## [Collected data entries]
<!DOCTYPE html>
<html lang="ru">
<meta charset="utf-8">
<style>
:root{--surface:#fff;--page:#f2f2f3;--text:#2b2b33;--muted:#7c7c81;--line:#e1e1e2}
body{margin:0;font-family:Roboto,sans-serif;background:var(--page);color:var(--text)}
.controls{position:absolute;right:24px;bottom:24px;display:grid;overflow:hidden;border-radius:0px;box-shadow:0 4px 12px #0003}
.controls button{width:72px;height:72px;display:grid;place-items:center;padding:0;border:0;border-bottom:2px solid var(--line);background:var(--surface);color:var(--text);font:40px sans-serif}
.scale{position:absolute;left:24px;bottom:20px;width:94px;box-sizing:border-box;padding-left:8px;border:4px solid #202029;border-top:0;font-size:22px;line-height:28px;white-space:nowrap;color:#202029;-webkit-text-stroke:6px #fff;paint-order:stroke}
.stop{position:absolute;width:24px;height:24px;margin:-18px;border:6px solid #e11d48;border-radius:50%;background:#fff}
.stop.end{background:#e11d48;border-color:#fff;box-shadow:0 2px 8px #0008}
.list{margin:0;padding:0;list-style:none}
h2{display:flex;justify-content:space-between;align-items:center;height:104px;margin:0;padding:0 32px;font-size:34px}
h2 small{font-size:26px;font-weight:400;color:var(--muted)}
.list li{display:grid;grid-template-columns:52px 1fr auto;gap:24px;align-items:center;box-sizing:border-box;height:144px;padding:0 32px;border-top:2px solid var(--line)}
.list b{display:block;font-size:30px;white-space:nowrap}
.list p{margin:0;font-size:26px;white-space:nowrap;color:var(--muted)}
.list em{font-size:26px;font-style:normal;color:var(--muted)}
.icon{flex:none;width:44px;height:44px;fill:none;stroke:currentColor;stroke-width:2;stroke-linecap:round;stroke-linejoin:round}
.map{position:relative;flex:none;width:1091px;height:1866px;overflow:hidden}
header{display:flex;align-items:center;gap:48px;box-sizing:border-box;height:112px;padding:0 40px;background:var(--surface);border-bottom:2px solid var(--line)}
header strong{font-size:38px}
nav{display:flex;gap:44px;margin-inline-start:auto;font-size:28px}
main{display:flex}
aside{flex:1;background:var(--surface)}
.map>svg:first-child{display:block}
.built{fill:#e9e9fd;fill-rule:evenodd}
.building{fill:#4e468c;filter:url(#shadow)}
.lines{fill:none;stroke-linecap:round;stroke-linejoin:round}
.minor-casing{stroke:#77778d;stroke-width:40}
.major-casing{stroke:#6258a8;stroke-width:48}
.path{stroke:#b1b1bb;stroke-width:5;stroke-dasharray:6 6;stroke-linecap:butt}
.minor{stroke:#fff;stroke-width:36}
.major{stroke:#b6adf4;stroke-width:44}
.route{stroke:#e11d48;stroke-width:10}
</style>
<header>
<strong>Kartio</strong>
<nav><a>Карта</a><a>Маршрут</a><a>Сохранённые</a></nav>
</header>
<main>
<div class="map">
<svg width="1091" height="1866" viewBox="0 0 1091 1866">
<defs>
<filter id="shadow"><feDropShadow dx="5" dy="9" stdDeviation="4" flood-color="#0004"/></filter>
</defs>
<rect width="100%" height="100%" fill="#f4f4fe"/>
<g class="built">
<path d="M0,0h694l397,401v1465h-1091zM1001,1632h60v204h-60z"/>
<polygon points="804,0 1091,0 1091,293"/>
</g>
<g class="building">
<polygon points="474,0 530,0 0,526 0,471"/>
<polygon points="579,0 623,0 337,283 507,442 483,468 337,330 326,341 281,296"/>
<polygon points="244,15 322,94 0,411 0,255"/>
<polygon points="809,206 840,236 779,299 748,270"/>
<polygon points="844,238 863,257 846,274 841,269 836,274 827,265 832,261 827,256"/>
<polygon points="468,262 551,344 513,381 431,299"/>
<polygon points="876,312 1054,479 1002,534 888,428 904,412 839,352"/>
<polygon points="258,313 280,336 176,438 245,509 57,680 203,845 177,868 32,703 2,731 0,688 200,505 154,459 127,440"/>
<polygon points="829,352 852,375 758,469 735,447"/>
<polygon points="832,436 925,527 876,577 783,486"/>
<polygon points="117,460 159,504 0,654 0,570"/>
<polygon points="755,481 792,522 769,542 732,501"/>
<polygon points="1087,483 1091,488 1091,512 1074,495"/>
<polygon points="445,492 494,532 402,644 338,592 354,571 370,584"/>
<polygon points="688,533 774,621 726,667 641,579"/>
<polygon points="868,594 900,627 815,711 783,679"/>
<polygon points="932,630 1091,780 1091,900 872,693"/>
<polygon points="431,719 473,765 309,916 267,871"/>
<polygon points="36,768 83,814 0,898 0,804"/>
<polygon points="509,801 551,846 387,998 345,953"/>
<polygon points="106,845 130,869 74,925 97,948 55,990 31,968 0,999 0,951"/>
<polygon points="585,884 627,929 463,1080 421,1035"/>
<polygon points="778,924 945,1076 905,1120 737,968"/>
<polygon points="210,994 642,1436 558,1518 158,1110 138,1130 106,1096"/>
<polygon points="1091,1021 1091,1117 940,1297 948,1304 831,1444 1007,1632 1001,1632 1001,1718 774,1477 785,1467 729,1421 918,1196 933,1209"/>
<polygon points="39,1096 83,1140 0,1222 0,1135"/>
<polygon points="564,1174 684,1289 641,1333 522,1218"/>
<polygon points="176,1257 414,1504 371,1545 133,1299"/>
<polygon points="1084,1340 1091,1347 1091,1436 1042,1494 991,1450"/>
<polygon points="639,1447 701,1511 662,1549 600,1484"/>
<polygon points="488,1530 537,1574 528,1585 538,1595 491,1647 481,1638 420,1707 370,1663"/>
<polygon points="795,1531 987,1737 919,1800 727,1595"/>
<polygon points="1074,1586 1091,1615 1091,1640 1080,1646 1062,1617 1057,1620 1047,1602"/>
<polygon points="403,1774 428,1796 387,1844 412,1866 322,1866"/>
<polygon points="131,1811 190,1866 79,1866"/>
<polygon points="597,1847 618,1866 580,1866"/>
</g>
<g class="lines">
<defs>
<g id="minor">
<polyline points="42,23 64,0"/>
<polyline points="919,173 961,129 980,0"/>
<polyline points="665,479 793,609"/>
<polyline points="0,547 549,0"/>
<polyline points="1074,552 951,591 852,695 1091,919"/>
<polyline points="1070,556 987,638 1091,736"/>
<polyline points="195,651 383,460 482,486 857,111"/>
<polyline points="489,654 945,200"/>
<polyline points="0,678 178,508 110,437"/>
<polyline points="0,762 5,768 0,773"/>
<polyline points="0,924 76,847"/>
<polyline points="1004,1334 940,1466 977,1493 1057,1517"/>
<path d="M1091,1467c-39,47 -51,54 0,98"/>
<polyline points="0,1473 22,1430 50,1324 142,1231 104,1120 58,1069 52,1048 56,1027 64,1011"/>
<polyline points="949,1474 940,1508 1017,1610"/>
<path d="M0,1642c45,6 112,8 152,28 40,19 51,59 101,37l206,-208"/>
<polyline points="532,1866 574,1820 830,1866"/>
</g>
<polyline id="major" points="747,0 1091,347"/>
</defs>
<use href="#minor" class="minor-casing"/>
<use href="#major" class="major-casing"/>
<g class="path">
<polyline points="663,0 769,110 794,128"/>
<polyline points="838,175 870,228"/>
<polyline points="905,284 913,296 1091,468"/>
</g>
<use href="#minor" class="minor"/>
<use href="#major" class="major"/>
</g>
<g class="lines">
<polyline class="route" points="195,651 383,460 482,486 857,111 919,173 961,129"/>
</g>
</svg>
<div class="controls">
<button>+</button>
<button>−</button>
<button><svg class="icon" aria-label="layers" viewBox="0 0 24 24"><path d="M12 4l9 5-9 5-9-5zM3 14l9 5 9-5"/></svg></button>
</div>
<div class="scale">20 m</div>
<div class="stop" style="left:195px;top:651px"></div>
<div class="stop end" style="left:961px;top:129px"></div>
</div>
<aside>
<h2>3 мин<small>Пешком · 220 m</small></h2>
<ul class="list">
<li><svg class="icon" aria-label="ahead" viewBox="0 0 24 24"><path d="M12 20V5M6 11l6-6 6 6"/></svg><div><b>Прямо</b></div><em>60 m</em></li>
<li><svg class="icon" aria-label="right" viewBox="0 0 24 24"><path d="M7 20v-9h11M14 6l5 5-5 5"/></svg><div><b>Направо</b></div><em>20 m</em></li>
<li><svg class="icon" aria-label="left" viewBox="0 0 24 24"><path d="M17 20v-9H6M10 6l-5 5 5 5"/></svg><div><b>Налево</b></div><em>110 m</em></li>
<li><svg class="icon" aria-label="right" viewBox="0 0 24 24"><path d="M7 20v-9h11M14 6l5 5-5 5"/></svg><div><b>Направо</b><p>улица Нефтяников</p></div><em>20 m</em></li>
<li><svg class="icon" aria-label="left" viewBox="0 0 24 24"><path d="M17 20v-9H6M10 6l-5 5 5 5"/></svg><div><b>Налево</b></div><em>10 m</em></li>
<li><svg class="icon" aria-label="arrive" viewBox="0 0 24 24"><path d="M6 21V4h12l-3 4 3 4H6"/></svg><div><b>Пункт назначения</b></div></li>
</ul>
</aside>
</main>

## [Instructions for the task]
Extract all lines of the records above that include "white".

## [Response to the exercise]
.scale{position:absolute;left:24px;bottom:20px;width:94px;box-sizing:border-box;padding-left:8px;border:4px solid #202029;border-top:0;font-size:22px;line-height:28px;white-space:nowrap;color:#202029;-webkit-text-stroke:6px #fff;paint-order:stroke}
.list b{display:block;font-size:30px;white-space:nowrap}
.list p{margin:0;font-size:26px;white-space:nowrap;color:var(--muted)}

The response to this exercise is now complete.